The first application of the a_LSTM is that of burst prediction of a social network platform given the endogenous historical data for bursts and the external network bursts data. It is also compared to the predictive abilities of the LSTM which uses only endogenous data. Burst analysis and prediction is a fundamental problem in social network analysis since the patterns are typically non-linear and unpredictable. This is due to the fact that user activities have been shown to have an intrinsically bursty nature; yet bursts may also be a signal of topics that are of growing real-world interest. Social media bursts occur when a huge volume of data is exchanged during a short period of time, often due to the occurrence of an external event such as a sports game, election, or a movie release. Bursts can be indicative of both real news stories that are reaching peak public interest or fake news propagated by bad actors each which can have lasting effects on the future directions of society. Bursts of posts and tweets over platforms can be exploited by those wishing to push a disinformation campaign such as the artificial price inflation of a crypto currency. Therefore, analyzing bursts is a promising area to detect and counter such activities. We are particularly interested in the propagation of information about software vulnerabilities across multiple social media platforms. When a vulnerability is discovered, different groups of actors such as software developers and hackers start posting announcements and discussion in widely used forums over multiple channels such as Twitter, GitHub, and Reddit. Previous work on this data has shown that CVEs exhibit cross platform correlations; Schiappa et al. [43] investigated 2600 CVEs across multiple platforms including Reddit, Twitter and GitHub. They found that around 24.7% CVE cascades start from GitHub and then jump into Reddit and Twitter respectively. 45.7% start from GitHub and then jump into Twitter and Reddit respectively, 15.5% start from Twitter and go through Reddit and then GitHub. 4.1% follow Twitter, GitHub, Reddit pattern; 7.8% Twitter, Reddit and GitHub pattern and the rest follow Reddit, GitHub and Twitter platform path pattern. Since bursts can be caused by exogenous phenomena and are indicative of burgeoning popularity, we hypothesize that leveraging cross platform social media data may be valuable for predicting bursts within a single social media platform.

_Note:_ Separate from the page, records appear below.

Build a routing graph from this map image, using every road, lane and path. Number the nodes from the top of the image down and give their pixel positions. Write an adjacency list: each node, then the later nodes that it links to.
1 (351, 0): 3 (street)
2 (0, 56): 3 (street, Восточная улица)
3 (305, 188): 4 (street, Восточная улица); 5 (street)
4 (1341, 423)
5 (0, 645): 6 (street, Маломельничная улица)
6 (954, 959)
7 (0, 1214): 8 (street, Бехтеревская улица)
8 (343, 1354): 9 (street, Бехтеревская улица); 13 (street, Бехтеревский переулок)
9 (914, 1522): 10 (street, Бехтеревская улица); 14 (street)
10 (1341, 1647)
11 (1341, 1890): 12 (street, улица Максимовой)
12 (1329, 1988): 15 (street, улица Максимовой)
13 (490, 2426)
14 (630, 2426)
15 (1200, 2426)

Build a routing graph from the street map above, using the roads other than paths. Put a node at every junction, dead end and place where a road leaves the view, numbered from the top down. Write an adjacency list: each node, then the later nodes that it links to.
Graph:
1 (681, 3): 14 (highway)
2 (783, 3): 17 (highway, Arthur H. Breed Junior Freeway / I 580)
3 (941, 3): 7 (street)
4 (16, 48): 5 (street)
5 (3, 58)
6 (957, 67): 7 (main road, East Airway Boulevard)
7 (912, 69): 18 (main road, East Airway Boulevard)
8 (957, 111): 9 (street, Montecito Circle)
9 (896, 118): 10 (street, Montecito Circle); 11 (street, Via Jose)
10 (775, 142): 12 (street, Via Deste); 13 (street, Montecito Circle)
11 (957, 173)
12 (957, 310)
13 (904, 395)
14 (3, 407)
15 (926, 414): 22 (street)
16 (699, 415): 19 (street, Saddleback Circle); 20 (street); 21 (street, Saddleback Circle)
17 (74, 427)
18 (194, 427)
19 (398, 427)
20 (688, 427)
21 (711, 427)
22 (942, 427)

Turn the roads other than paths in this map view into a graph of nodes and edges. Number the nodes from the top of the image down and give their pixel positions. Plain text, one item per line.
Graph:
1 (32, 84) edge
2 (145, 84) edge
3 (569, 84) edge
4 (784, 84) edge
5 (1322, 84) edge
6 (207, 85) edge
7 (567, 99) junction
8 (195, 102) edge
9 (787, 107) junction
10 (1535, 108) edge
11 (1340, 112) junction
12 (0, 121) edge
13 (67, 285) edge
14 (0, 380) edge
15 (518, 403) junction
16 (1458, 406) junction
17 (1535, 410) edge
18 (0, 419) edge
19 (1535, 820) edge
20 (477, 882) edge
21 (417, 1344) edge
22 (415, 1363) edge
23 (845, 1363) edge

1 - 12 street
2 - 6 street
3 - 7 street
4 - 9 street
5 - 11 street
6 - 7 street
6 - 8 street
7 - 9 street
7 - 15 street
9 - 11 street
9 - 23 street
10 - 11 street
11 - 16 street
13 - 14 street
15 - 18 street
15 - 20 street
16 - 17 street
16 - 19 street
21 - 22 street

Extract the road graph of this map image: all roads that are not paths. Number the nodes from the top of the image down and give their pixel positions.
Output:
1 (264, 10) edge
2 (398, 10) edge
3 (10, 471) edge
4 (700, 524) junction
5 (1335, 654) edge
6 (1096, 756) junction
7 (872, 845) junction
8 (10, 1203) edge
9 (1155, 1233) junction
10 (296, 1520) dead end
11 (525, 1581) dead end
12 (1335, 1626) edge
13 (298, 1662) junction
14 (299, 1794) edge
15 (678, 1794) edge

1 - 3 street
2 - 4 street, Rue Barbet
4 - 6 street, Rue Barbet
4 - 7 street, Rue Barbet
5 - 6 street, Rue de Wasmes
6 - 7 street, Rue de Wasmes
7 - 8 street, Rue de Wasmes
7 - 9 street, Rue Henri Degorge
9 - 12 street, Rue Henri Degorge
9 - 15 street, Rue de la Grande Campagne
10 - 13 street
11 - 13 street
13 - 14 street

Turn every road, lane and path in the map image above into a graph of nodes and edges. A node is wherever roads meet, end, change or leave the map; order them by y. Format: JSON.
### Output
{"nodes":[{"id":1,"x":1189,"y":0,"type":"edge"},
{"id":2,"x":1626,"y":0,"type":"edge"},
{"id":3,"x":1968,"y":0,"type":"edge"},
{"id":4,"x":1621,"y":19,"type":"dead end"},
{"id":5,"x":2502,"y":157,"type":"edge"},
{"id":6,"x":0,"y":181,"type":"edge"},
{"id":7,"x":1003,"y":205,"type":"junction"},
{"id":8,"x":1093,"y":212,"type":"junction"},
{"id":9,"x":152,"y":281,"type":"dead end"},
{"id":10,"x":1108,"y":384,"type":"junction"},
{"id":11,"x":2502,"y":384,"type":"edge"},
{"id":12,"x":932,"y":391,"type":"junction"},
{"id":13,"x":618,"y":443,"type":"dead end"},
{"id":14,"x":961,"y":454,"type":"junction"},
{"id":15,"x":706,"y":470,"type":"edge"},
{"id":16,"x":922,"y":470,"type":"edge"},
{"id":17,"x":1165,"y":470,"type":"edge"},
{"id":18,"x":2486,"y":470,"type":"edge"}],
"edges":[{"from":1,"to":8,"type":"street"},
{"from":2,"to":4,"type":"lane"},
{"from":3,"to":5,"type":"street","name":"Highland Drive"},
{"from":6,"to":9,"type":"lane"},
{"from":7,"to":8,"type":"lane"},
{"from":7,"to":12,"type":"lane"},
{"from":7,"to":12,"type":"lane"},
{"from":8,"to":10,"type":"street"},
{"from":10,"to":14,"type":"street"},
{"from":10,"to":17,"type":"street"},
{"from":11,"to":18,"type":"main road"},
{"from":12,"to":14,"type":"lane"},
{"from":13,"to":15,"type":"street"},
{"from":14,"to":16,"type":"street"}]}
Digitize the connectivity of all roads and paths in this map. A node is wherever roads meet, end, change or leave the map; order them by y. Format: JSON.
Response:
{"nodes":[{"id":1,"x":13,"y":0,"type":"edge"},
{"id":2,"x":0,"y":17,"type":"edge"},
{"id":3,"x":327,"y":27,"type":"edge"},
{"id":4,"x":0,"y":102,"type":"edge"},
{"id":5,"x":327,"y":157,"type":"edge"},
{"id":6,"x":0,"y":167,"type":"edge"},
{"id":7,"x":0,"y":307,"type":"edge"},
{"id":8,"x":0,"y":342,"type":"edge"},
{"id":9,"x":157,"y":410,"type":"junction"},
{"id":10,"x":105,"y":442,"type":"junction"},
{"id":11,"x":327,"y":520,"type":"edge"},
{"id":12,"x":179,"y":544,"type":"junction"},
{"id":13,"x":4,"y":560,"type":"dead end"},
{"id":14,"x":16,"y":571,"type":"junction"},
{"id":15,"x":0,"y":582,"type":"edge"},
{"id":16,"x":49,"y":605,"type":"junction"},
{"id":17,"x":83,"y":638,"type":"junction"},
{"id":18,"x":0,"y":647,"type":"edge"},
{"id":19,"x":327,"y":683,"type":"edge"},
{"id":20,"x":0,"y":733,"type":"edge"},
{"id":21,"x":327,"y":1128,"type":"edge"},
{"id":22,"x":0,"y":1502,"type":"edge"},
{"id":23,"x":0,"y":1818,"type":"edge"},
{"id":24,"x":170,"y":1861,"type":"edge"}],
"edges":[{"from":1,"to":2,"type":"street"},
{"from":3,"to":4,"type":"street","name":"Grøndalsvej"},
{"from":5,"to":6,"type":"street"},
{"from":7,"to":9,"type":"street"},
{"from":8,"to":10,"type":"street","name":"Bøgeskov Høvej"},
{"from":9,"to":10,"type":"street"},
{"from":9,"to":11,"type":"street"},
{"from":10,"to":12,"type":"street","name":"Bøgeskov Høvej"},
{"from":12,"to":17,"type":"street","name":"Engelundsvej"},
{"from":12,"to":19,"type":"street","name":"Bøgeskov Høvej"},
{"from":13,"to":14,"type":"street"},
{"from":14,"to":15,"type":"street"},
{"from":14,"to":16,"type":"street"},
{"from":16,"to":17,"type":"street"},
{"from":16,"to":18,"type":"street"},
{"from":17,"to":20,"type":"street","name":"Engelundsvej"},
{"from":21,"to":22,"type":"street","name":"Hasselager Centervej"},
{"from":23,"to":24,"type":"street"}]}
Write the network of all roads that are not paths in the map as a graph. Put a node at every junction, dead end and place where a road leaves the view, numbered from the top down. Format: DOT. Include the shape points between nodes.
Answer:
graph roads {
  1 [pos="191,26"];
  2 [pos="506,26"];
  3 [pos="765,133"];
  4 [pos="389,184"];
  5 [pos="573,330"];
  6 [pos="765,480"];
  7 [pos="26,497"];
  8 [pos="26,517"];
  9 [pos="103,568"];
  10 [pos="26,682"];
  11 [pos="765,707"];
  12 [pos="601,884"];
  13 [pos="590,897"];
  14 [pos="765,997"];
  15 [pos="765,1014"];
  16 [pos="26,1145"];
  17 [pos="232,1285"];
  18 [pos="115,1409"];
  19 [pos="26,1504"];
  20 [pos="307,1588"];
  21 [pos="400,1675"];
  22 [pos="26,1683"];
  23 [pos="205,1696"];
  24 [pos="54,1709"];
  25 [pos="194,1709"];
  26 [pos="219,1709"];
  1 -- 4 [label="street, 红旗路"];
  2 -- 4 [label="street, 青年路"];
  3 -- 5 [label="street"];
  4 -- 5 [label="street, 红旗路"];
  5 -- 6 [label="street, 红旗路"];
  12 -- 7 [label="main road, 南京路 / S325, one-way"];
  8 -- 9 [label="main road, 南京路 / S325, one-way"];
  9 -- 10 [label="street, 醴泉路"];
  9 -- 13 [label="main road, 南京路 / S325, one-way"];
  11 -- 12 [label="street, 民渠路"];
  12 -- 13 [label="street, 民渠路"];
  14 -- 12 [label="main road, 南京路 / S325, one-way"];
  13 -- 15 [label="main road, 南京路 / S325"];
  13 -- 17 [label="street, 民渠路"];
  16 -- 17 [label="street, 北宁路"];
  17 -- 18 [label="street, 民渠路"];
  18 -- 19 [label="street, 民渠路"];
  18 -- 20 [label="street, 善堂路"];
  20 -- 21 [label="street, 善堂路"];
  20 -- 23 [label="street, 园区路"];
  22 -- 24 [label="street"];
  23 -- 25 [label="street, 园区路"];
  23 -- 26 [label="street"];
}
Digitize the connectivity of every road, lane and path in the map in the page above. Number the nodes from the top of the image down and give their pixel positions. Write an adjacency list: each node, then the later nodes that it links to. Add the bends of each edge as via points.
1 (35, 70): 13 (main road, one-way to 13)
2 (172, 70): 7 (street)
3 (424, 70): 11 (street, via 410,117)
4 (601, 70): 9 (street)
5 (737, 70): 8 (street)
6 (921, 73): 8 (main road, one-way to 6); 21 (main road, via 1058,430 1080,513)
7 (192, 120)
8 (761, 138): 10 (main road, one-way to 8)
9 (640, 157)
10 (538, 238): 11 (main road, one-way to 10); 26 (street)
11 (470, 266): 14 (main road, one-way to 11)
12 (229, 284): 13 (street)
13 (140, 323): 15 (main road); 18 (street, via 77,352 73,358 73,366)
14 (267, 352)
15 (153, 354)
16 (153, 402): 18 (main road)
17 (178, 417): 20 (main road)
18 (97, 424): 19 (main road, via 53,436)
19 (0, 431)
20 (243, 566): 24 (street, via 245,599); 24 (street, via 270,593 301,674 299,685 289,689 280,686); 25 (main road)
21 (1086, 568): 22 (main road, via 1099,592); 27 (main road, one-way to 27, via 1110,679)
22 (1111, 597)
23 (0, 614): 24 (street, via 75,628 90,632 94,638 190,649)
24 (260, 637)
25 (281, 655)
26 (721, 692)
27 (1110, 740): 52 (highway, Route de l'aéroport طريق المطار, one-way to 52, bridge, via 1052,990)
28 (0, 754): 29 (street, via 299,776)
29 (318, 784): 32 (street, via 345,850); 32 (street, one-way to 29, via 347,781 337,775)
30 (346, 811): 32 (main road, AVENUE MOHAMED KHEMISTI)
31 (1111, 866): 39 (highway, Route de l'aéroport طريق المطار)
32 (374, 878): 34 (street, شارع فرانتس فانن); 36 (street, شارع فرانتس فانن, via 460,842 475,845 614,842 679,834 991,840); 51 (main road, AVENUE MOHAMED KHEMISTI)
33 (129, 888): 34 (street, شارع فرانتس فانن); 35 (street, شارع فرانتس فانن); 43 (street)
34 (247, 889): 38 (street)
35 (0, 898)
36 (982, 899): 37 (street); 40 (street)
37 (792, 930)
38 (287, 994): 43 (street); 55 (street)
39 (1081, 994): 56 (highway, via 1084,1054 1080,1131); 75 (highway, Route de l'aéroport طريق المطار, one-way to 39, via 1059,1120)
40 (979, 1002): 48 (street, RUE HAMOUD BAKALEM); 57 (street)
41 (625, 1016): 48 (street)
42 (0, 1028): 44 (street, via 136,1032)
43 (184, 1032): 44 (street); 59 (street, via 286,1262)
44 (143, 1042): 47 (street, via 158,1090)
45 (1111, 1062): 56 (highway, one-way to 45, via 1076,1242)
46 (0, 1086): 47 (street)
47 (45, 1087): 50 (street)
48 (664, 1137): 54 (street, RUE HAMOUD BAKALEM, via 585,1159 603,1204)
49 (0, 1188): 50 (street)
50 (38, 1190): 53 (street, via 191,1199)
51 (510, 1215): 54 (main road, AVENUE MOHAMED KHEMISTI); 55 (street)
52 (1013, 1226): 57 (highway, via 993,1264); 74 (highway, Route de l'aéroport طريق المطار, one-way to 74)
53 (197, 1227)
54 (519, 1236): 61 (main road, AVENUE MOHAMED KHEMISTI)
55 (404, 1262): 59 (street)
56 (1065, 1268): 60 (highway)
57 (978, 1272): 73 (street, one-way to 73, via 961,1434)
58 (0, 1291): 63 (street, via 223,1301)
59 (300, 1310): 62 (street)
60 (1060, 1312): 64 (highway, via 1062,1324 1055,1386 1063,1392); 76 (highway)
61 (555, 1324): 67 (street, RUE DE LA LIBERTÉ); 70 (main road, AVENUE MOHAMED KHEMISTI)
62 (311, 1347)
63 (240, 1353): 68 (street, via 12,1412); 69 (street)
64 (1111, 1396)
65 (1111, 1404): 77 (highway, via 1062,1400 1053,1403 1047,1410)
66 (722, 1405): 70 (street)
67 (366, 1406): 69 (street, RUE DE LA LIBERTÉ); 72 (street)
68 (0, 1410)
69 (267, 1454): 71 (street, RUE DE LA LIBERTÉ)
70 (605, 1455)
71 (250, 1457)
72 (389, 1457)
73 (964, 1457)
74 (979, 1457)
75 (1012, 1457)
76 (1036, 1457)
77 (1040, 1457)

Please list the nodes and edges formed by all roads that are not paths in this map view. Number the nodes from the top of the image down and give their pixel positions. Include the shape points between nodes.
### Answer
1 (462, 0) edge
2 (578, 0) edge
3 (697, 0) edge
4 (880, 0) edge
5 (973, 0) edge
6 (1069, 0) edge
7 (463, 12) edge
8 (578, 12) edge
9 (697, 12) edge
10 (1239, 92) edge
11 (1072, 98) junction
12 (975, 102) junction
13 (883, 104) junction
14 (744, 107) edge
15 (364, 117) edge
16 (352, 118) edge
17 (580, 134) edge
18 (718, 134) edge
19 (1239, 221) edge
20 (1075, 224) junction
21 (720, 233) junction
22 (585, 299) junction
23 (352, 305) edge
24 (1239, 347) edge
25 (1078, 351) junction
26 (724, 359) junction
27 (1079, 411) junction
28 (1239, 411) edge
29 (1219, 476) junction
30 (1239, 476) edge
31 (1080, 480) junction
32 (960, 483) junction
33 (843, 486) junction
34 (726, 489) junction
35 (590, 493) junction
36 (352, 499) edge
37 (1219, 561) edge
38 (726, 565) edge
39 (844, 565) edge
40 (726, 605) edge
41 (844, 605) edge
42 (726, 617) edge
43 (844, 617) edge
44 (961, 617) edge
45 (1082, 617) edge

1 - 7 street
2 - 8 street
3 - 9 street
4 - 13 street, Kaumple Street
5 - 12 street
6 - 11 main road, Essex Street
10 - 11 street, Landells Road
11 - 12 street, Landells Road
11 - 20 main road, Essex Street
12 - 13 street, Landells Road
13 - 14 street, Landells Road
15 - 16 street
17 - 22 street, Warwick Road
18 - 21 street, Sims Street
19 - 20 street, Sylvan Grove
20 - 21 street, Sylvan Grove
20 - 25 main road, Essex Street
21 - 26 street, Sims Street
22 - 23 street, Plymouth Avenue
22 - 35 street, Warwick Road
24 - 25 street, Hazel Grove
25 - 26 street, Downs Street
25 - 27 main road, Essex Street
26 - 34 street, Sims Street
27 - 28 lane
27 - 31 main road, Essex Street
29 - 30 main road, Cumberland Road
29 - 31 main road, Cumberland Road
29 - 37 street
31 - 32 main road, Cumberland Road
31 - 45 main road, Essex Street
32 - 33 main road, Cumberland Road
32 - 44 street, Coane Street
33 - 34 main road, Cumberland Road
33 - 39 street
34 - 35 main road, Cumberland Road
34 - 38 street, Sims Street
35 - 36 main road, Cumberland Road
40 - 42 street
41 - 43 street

Table 1 provides an overview of the dataset used. There are two main social network platforms summarized by the mean, median and standard deviation for the number of actors (nodes) and events (edges) produced. Although GitHub and Twitter provide services for different use cases, there are comparable numbers for each case—a surprising finding. We attribute this to Twitter allowing for a much lower time to entry for the production and dissemination of content on its platform. Table 2 shows the results of applying the a_LSTM model to burst prediction between networks in comparison to the MCM (Markovian based model) described in Section 4.1. The preprocessing stage using the Kleinberg algorithm is conducted with different parameter values to ensure that the predictive comparison is not dependent upon a specific choice of burst allocations chosen for the preprocessing. In all cases the a_LSTM outperforms the MCM for the different Kleinberg parameterizations.

Figure 2 shows two subfigures (a) and (b) which examine different CVEs, CVE-2017-5638 and CVE-2017-5638 respectively where the top plots are for Twitter and the bottom plots for GitHub. The activity is measured on the y-axis as the event count for each dataset and in the red rectangle outlines are the places where the Kleinberg algorithm detects the presence of a burst in at least one of the pairs of the time series for the predefined window widths. It can be seen how the algorithm does not produce sporadic placements of the burst detection and that the different platforms are not redundant as not all bursts correspond to a cross network burst. The region for the month of July 2017 shows a lack of bursts of activity on both platforms. Our hypothesis is that there is substantial alignment of the bursts; however if there is more activity and bursts do not align it is due to a temporal shift manifesting itself as a “lag” in the burst emergence. This further supports the motivation for the use of the a_LSTM.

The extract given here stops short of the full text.